For most businesses, succession planning is an exercise reserved for the CEO and other C-level positions. Current best practices in the most expansive organizations have extended the planning process further down the management structure—senior management first, then through the organization levels two or three reporting levels, capturing more of the long-term planning needs for management in the organization. Measurement within succession planning has been virtually nonexistent. Having a plan in place, with buy-in from directors, was sufficient for Human Resources management to the executive level.

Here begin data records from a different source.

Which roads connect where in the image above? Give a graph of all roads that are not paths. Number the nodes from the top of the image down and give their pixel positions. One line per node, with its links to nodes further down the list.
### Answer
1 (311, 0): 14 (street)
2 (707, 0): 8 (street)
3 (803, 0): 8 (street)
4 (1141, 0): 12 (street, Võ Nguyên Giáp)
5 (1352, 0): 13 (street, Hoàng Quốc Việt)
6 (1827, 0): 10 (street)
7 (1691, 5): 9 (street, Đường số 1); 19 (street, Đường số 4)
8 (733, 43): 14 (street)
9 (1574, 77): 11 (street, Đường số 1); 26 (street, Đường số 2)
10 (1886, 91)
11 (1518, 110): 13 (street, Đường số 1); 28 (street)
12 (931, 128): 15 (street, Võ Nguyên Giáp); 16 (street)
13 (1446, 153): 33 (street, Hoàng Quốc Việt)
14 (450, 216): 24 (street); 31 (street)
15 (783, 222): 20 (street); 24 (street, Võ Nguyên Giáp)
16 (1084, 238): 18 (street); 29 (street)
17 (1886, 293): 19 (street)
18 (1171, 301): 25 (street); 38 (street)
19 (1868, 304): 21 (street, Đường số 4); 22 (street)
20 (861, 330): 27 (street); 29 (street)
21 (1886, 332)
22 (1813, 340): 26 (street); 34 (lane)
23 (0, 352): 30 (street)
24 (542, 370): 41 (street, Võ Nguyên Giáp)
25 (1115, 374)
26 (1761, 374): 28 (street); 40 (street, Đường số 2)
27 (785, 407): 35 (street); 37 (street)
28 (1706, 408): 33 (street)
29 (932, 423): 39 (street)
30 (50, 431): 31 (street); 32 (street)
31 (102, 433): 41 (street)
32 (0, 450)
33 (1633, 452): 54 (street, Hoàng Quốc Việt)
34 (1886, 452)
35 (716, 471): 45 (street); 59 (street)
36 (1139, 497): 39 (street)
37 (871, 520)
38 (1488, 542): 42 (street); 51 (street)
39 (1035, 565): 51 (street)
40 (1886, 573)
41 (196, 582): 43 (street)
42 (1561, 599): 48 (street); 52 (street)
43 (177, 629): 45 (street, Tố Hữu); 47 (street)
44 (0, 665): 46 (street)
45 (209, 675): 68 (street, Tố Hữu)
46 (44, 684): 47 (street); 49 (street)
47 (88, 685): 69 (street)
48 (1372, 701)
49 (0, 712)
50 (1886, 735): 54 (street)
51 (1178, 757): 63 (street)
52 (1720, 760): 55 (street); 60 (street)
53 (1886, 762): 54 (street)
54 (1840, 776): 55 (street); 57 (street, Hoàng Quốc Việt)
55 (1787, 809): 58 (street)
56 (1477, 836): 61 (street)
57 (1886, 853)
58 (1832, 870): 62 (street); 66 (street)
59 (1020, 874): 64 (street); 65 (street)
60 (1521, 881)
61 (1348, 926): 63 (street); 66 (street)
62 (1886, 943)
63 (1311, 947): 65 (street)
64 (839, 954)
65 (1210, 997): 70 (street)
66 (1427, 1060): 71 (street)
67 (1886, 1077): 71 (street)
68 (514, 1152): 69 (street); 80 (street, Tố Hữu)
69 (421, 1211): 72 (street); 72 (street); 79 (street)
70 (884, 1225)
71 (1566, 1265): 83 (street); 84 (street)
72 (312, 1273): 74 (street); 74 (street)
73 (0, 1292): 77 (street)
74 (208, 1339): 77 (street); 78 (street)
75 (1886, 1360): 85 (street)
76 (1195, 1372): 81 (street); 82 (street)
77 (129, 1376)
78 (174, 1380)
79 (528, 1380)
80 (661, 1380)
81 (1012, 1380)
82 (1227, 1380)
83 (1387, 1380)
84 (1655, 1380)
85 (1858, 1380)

Depending on your organization’s attitudes toward succession, succession planning could mean several things (Burke 2002). In order of level of effort, succession planning could mean the things shown in Table 10.3.

Table 10.3.
Replacement ManagementForecasting replacements and/or retirements. This has special urgency starting in 2008 with baby boomer retirement.
Succession PlanningForecasting and staff development for the top areas.
Succession ManagementForecasting and staff development for all business areas.

Admittedly, the idea of succession management may cross over into areas of workforce planning, learning, and development. However, the planning aspects of succession management cut to the heart of critical questions enabling a company to sustain and grow a competitive advantage. Among the questions to be addressed are:

What positions have the greatest impacts on revenue growth and profitability?
In those positions, what is the difference in contribution between an A player and a B or C player?
Where is the organization vulnerable in these key areas if your top performer(s) leave?
Who would succeed these employees?
What kind of tools and training will they need to contribute efficiently?
Special attention should be paid to a timely question: How will baby boomer retirements impact the business function?

We suggest that in the twenty-first century Human Resources organization, succession planning must be treated as the process closely aligned with succession management. The anticipated impact of the available labor pool combined with retirements (or semi-retirements) force the hand of Human Resources to plan farther ahead in building a workforce with sustainable human competitive advantage. It is through this lens that metrics have been suggested to assist management in making intelligent decisions on succession management of key positions. Some metrics are used to find vulnerable areas, others are used as tools to plan over the long term how to manage those vulnerabilities.

Managing Long-Term versus Short-Term Staffing. Any health care staffing manager understands the labor-force projections all too well—and looking at a graph of available nurses versus demand over the next 15 years proves the crisis in startling detail. There won’t be enough experienced nurses to staff the demand by a huge margin. The health care market may provide a glimpse into our collective futures in staffing shortfalls—the chronic staffing need, reactive hiring, and constrained budgets.

It is well understood by staffing managers in health care that they are fighting a long-term staffing problem with short-term budgets. This may be the reality in all of our staffing futures. Without metrics and a clear expression of the future need, there is little hope of funding the long term problem.